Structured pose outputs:
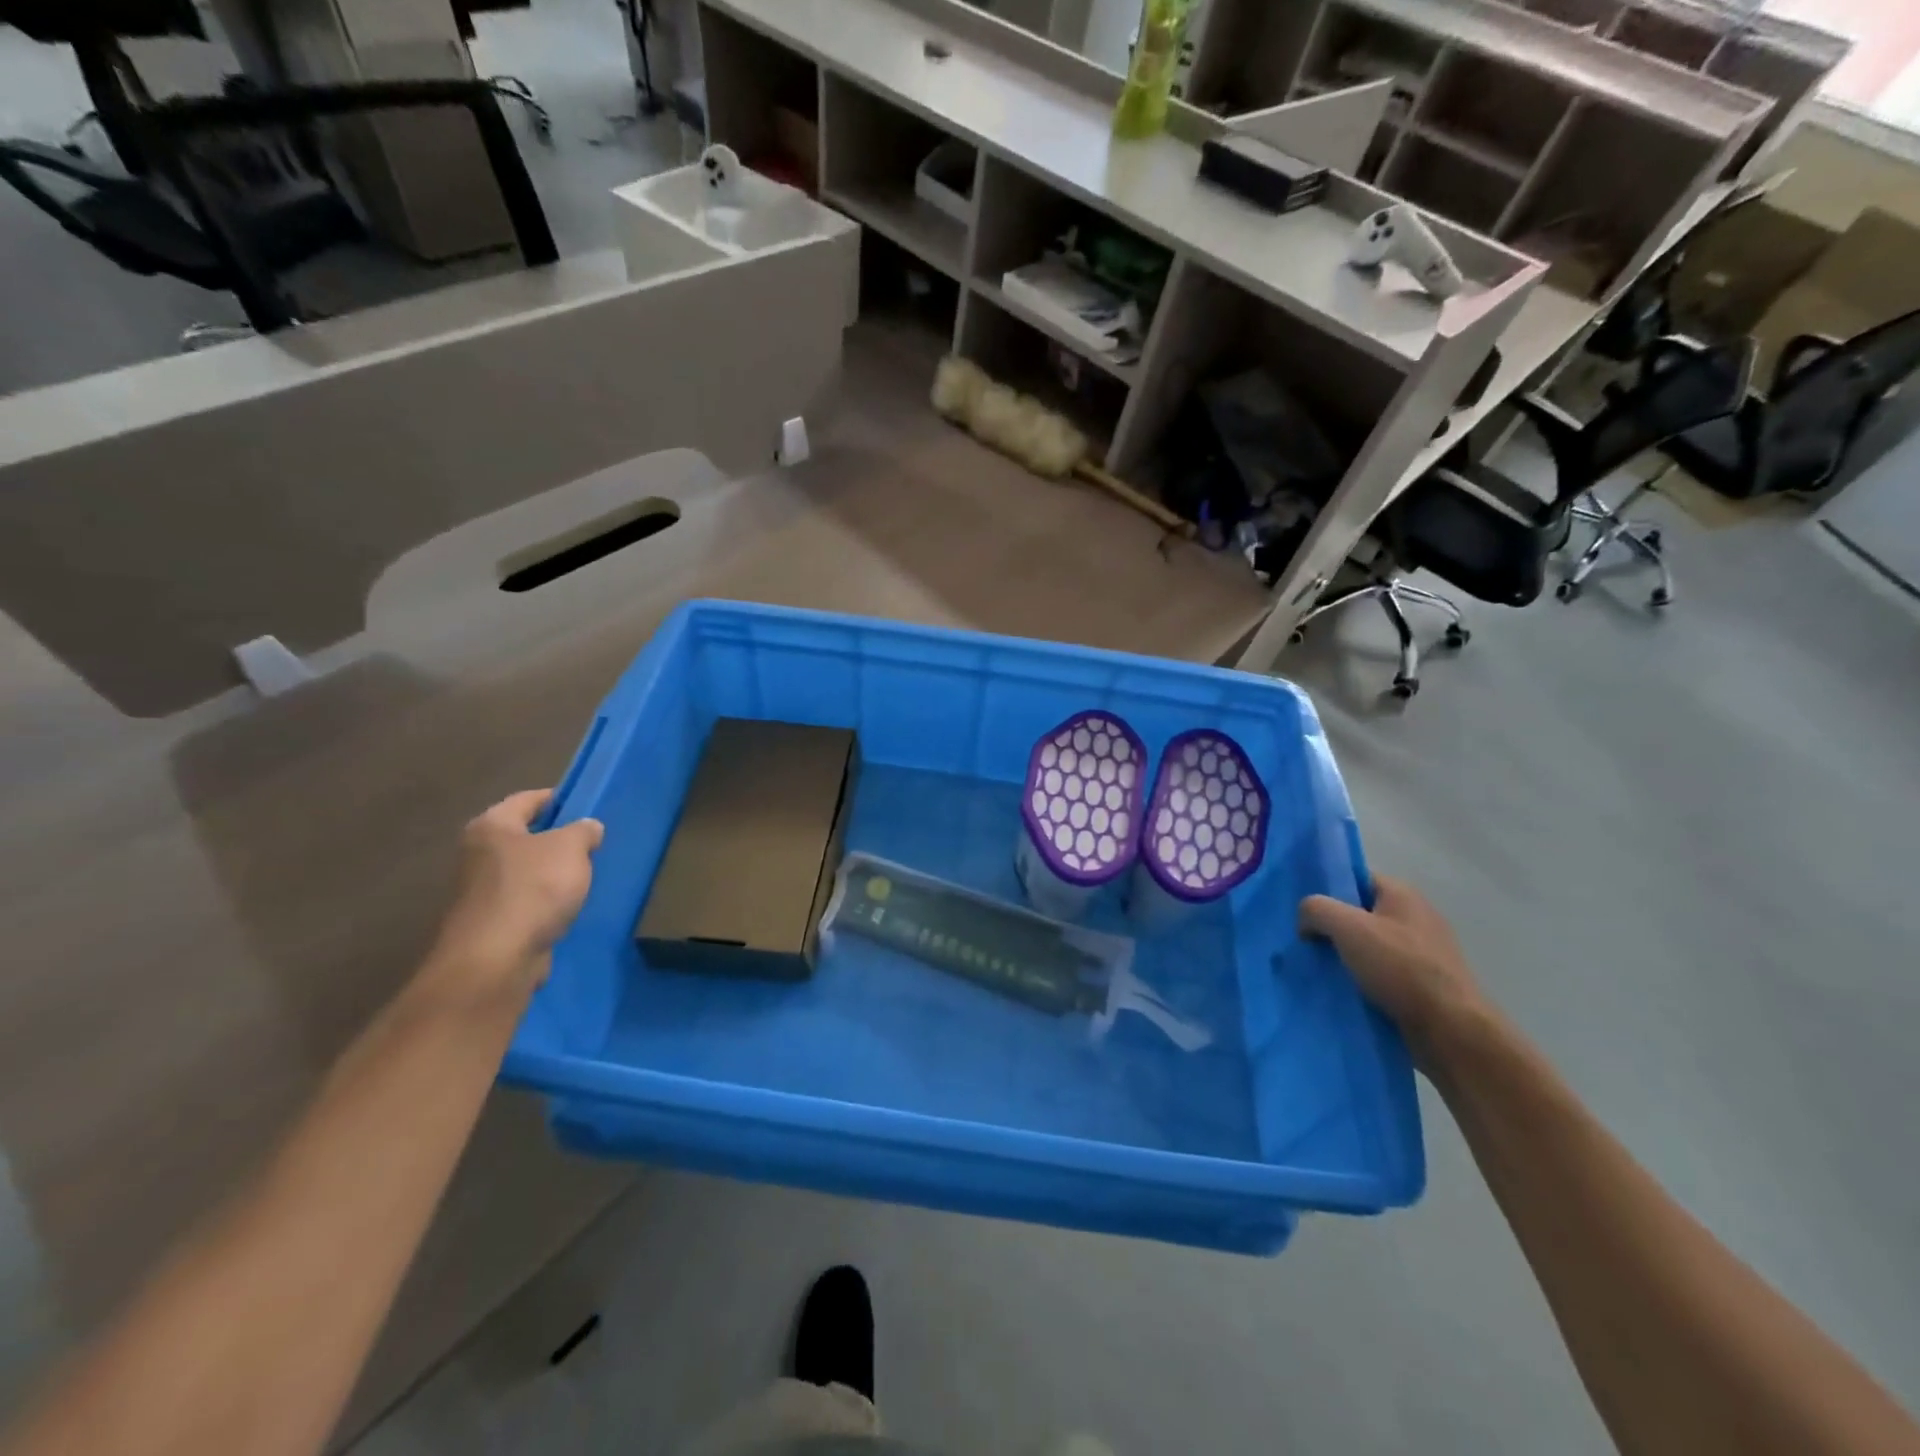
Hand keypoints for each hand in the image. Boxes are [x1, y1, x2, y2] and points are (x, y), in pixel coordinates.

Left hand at [428, 790, 603, 1000]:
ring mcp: (479, 891)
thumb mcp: (571, 848)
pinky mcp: (489, 922)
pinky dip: (543, 901)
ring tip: (583, 875)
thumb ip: (583, 831)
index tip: (583, 804)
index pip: (527, 799)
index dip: (557, 798)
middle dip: (555, 838)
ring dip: (549, 872)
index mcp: (491, 826)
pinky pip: (523, 901)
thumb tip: (588, 828)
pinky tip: (566, 906)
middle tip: (589, 842)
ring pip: (523, 870)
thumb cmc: (534, 888)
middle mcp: (477, 854)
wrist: (497, 957)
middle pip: (523, 836)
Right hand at [1299, 875, 1490, 1071]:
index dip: (1328, 891)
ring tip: (1317, 970)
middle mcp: (1415, 917)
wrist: (1451, 1030)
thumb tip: (1306, 921)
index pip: (1355, 879)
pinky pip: (1380, 974)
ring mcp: (1422, 953)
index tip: (1304, 912)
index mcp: (1402, 894)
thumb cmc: (1401, 967)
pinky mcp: (1422, 984)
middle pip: (1359, 913)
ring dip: (1344, 957)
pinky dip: (1360, 980)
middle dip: (1332, 927)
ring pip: (1368, 946)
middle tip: (1305, 942)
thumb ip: (1316, 909)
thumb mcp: (1347, 927)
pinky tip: (1341, 991)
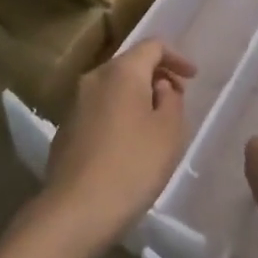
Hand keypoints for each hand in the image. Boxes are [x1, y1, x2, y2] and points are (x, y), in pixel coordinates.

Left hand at [42, 40, 195, 248]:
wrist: (75, 211)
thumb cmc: (132, 166)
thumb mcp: (169, 131)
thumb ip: (171, 99)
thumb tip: (158, 86)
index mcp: (122, 71)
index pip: (153, 46)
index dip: (176, 57)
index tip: (193, 78)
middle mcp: (94, 78)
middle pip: (130, 64)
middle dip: (156, 77)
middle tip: (176, 101)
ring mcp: (75, 103)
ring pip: (113, 88)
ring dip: (136, 97)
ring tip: (154, 125)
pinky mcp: (65, 129)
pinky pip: (98, 109)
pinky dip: (118, 115)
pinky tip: (127, 145)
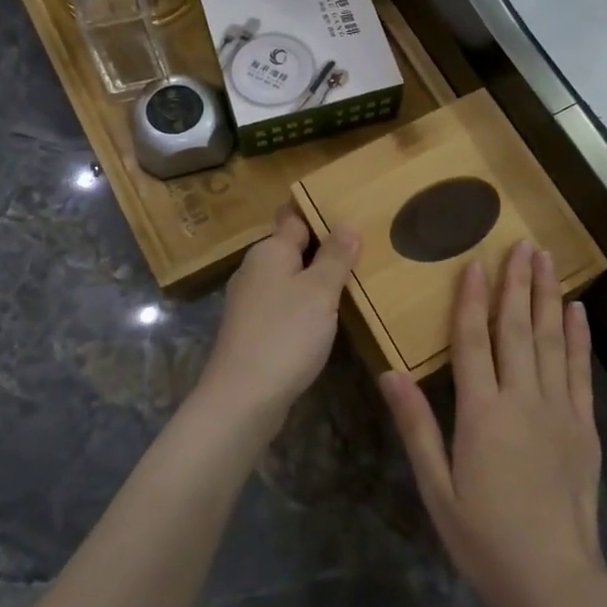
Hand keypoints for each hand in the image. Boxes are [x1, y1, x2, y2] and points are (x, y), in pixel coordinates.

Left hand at [192, 206, 358, 445]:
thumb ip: (334, 257)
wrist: (243, 398)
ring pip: (288, 279)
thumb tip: (346, 224)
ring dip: (314, 278)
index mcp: (269, 251)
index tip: (348, 209)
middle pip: (291, 248)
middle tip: (362, 247)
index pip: (294, 217)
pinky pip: (284, 305)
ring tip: (351, 280)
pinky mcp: (252, 330)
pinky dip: (304, 305)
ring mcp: (250, 302)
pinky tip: (325, 316)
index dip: (318, 212)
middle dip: (321, 247)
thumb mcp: (319, 291)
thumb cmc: (285, 334)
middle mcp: (254, 270)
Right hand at [380, 240, 606, 606]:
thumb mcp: (436, 488)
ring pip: (551, 340)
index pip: (474, 340)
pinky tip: (577, 311)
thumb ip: (416, 427)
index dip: (472, 298)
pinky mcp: (583, 425)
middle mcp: (522, 399)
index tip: (476, 261)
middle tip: (522, 243)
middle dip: (517, 283)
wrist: (554, 578)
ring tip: (547, 260)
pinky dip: (579, 337)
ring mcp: (558, 409)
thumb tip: (391, 373)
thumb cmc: (485, 538)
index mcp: (481, 413)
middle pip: (517, 328)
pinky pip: (580, 370)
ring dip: (548, 297)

Instructions to follow: Your reply should hold only the lines running from the one with "thumb mcp: (1347, 927)" to the end of the data above, set down exactly, pictures omitted.

Finished task:
thumb mcp: (1347, 927)
pinky tip: (1341, 991)
Hand keypoints for each hand in the image. Boxes are [x1, y1, x2, y2] and points are (x, y), in pixel coordinates.

Left hand at [42, 40, 195, 248]:
wrist: (75, 211)
thumb cmc: (132, 166)
thumb mcp: (169, 131)
thumb ip: (171, 99)
thumb tip: (158, 86)
index mcp: (122, 71)
index pip: (153, 46)
index dip: (176, 57)
index tip: (193, 78)
middle mcp: (94, 78)
middle pip: (130, 64)
middle dip: (156, 77)
middle tip: (176, 101)
ring mcp: (75, 103)
ring pip: (113, 88)
ring dip: (136, 97)
ring tip: (154, 125)
pinky mcp: (65, 129)
pinky pip: (98, 109)
pinky dip: (118, 115)
pinky tip: (127, 145)
Hand keypoints for each hand in the image. Boxes are [x1, y1, x2, y2] and points are (x, y), in pixel coordinates.

Left hand at [192, 206, 358, 445]:
thumb ip: (334, 257)
wrist: (243, 398)
ring pip: (288, 279)
thumb tip: (346, 224)
ring dip: (314, 278)
index mcp: (269, 251)
index tip: (348, 209)
middle pip: (291, 248)
middle tip: (362, 247)
index pip: (294, 217)
pinky pip: (284, 305)
ring tip: (351, 280)
pinky mcp: (252, 330)
pinky dip: (304, 305)
ring mcp: (250, 302)
pinky tip: (325, 316)
index dip: (318, 212)
middle dip: (321, 247)
thumb mcp: (319, 291)
thumb cmc: (285, 334)
middle mcp: (254, 270)
Right hand at [380, 240, 606, 606]:
thumb mcp: (436, 488)
ring pip: (551, 340)
index pip: (474, 340)
pinky tip: (577, 311)
thumb ip: (416, 427)
index dip: (472, 298)
pinky mcp: (583, 425)
middle mcp: (522, 399)
index tip: (476, 261)
middle tip: (522, 243)
middle dip: (517, 283)
wrist: (554, 578)
ring tip: (547, 260)
pinky dip: (579, 337)
ring mcp: (558, 409)
thumb tip: (391, 373)
thumb cmc: (485, 538)
index mcp: (481, 413)
middle pip: (517, 328)
pinky pip: (580, 370)
ring dip: (548, 297)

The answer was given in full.